◆ **Work required**
Without including any picture, copy the entries that follow word for word.

****

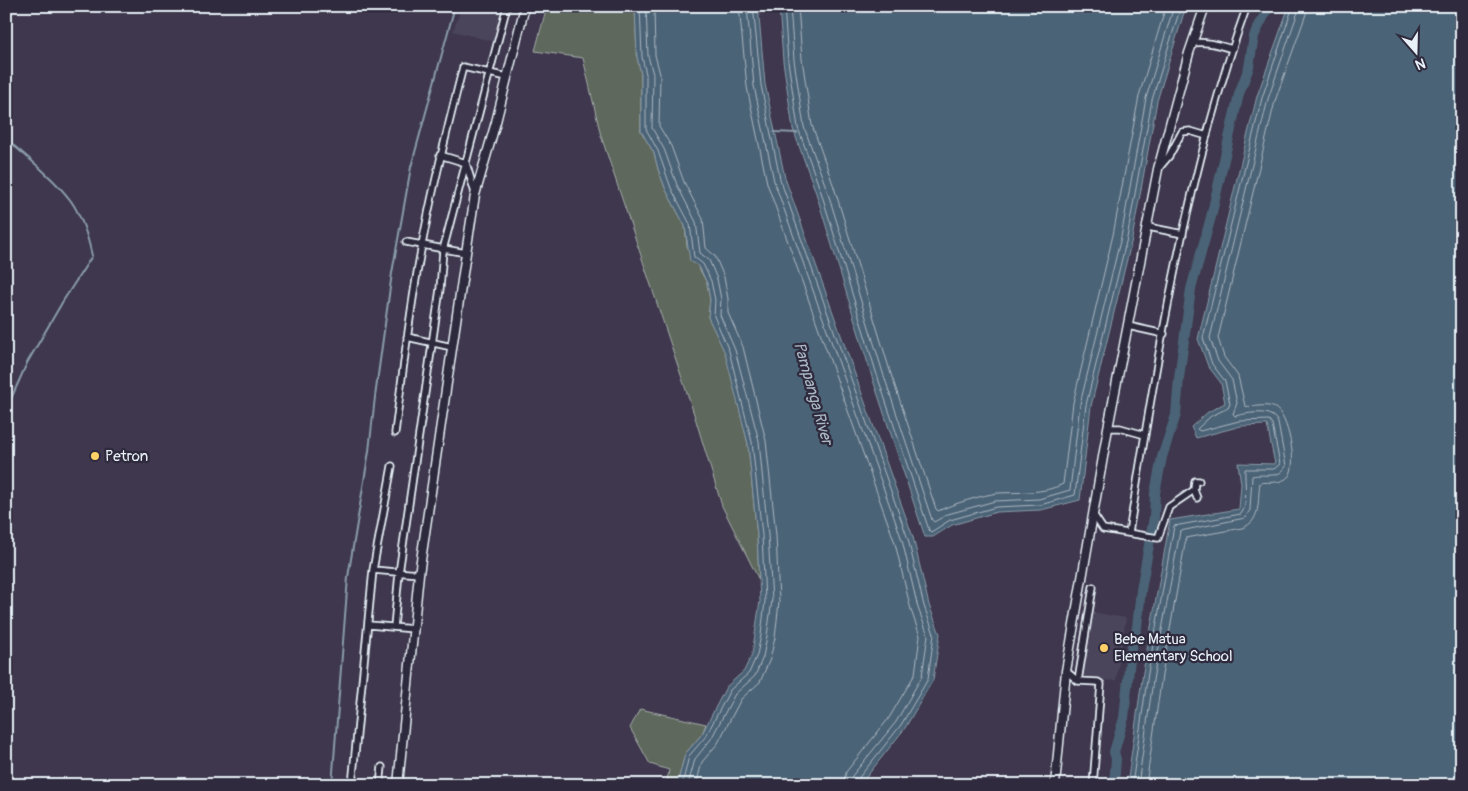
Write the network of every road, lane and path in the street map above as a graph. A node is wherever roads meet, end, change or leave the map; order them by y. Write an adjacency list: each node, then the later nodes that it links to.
1 (507, 6): 7 (street)
2 (525, 6): 8 (street)
3 (1206, 6): 5 (street)
4 (1247, 6): 6 (street)
5 (1192, 43): 6 (street); 12 (street)
6 (1232, 49): 9 (street)
7 (490, 73): 8 (street); 10 (street); 11 (street)
8 (508, 77): 13 (street)
9 (1207, 136): 12 (street); 15 (street)
10 (440, 155): 11 (street); 17 (street)
11 (466, 163): 13 (street); 18 (street)
12 (1158, 169): 14 (street)
13 (475, 195): 19 (street)
14 (1148, 227): 15 (street); 20 (street)
15 (1183, 234): 21 (street)
16 (406, 242): 17 (street)
17 (422, 246): 18 (street); 22 (street)
18 (443, 250): 19 (street); 23 (street)
19 (466, 253): 24 (street)
20 (1128, 326): 21 (street); 25 (street)
21 (1164, 334): 27 (street)
22 (407, 337): 23 (street); 26 (street)
23 (432, 343): 24 (street); 35 (street)
24 (452, 347): 36 (street)
25 (1108, 428): 27 (street); 32 (street)
26 (395, 433)
27 (1145, 435): 33 (street)
28 (392, 466): 34 (street)
29 (1199, 481): 30 (street)
30 (1194, 490): 31 (street); 33 (street)
31 (1197, 498)
32 (1092, 513): 33 (street); 41 (street)
33 (1129, 533)
34 (373, 570): 35 (street); 38 (street)
35 (399, 572): 36 (street); 39 (street)
36 (419, 574): 40 (street)
37 (1093, 587): 42 (street)
38 (368, 625): 39 (street); 44 (street)
39 (394, 627): 40 (street)
40 (414, 629): 46 (street)
41 (1066, 670): 42 (street); 47 (street)
42 (1078, 681): 48 (street)
43 (382, 767): 45 (street)
44 (352, 785)
45 (380, 785)
46 (398, 785)
47 (1055, 785)
48 (1093, 785)

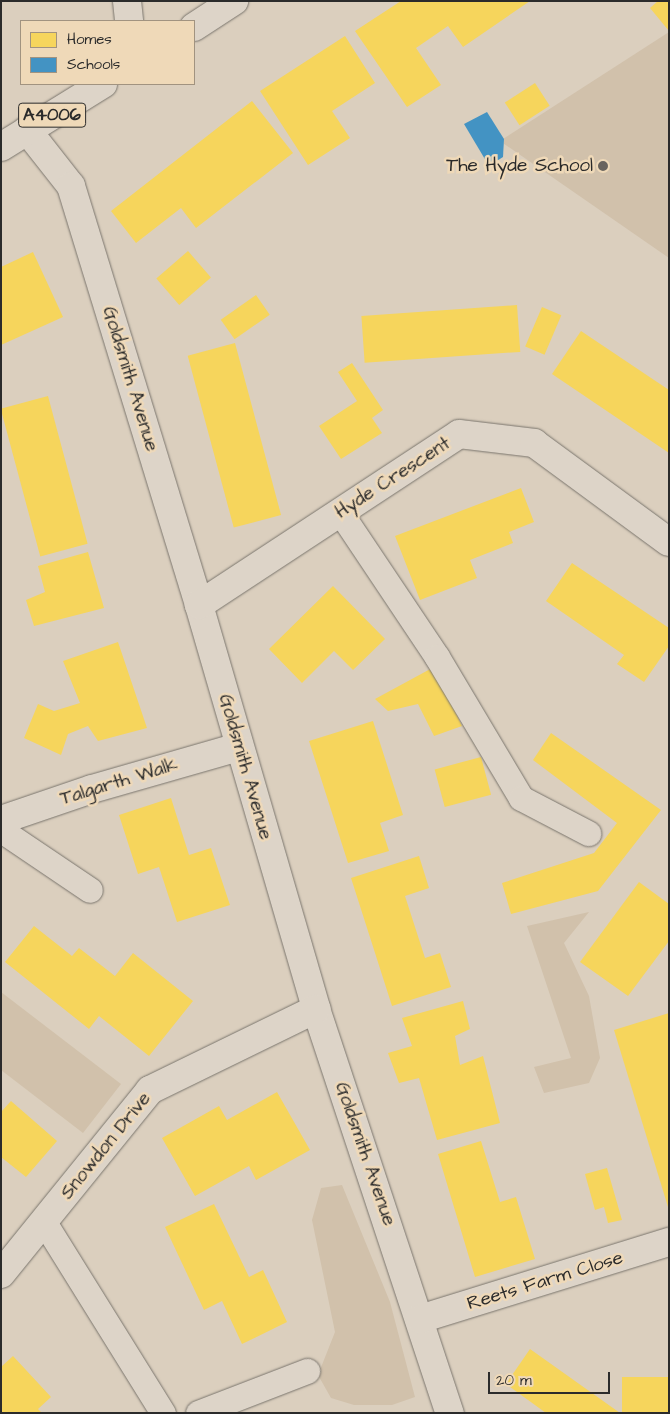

****

◆ **Output of the task**
Write the network of every road, lane and path in the street map above as a graph. A node is wherever roads meet, end, change or leave the map; order them by y. Write an adjacency list: each node, then the later nodes that it links to.
1 (507, 6): 7 (street)
2 (525, 6): 8 (street)
3 (1206, 6): 5 (street)
4 (1247, 6): 6 (street)
5 (1192, 43): 6 (street); 12 (street)
6 (1232, 49): 9 (street)
7 (490, 73): 8 (street); 10 (street); 11 (street)
8 (508, 77): 13 (street)
9 (1207, 136): 12 (street); 15 (street)
10 (440, 155): 11 (street); 17 (street)
11 (466, 163): 13 (street); 18 (street)
12 (1158, 169): 14 (street)
13 (475, 195): 19 (street)
14 (1148, 227): 15 (street); 20 (street)
15 (1183, 234): 21 (street)
16 (406, 242): 17 (street)
17 (422, 246): 18 (street); 22 (street)
18 (443, 250): 19 (street); 23 (street)
19 (466, 253): 24 (street)
20 (1128, 326): 21 (street); 25 (street)
21 (1164, 334): 27 (street)
22 (407, 337): 23 (street); 26 (street)
23 (432, 343): 24 (street); 35 (street)
24 (452, 347): 36 (street)
25 (1108, 428): 27 (street); 32 (street)
26 (395, 433)
27 (1145, 435): 33 (street)
28 (392, 466): 34 (street)
29 (1199, 481): 30 (street)
30 (1194, 490): 31 (street); 33 (street)
31 (1197, 498)
32 (1092, 513): 33 (street); 41 (street)
33 (1129, 533)
34 (373, 570): 35 (street); 38 (street)
35 (399, 572): 36 (street); 39 (street)
36 (419, 574): 40 (street)
37 (1093, 587): 42 (street)
38 (368, 625): 39 (street); 44 (street)
39 (394, 627): 40 (street)
40 (414, 629): 46 (street)
41 (1066, 670): 42 (street); 47 (street)
42 (1078, 681): 48 (street)
43 (382, 767): 45 (street)
44 (352, 785)
45 (380, 785)
46 (398, 785)
47 (1055, 785)
48 (1093, 785)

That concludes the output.